| Problem requirements |
With the images omitted, return all of the entries exactly as they stand.

| Data provided |
____
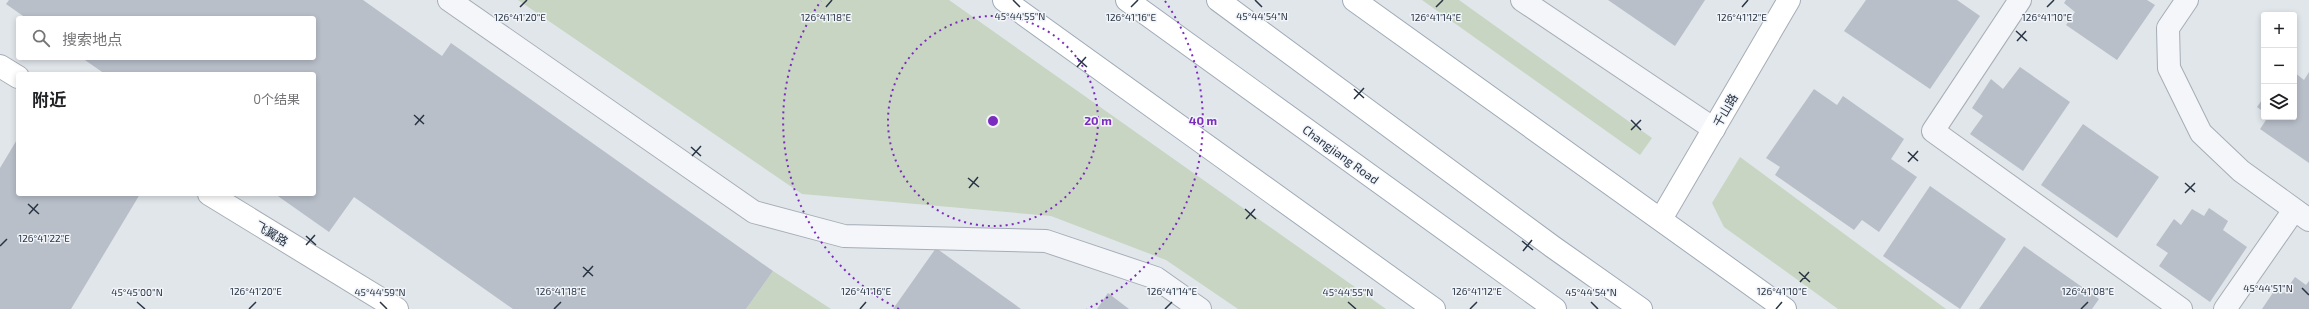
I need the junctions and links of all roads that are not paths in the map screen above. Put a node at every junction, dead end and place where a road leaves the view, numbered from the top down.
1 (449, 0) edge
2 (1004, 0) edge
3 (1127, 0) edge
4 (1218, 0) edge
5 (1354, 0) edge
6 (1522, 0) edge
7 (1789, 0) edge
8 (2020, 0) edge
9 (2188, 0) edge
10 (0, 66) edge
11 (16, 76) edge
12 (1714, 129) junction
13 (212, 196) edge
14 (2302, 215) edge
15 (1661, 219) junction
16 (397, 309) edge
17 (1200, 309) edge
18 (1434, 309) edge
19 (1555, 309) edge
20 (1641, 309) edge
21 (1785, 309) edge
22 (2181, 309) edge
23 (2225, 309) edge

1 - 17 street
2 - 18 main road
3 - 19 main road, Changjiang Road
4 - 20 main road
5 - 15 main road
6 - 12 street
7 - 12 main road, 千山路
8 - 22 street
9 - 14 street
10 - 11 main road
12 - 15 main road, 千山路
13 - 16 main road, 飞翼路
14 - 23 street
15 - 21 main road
____
| Solution below |
I need the junctions and links of all roads that are not paths in the map screen above. Put a node at every junction, dead end and place where a road leaves the view, numbered from the top down.
1 (449, 0) edge
2 (1004, 0) edge
3 (1127, 0) edge
4 (1218, 0) edge
5 (1354, 0) edge
6 (1522, 0) edge
7 (1789, 0) edge
8 (2020, 0) edge
9 (2188, 0) edge
10 (0, 66) edge
11 (16, 76) edge
12 (1714, 129) junction
13 (212, 196) edge
14 (2302, 215) edge
15 (1661, 219) junction
16 (397, 309) edge
17 (1200, 309) edge
18 (1434, 309) edge
19 (1555, 309) edge
20 (1641, 309) edge
21 (1785, 309) edge
22 (2181, 309) edge
23 (2225, 309) edge

1 - 17 street
2 - 18 main road
3 - 19 main road, Changjiang Road
4 - 20 main road
5 - 15 main road
6 - 12 street
7 - 12 main road, 千山路
8 - 22 street
9 - 14 street
10 - 11 main road
12 - 15 main road, 千山路
13 - 16 main road, 飞翼路
14 - 23 street
15 - 21 main road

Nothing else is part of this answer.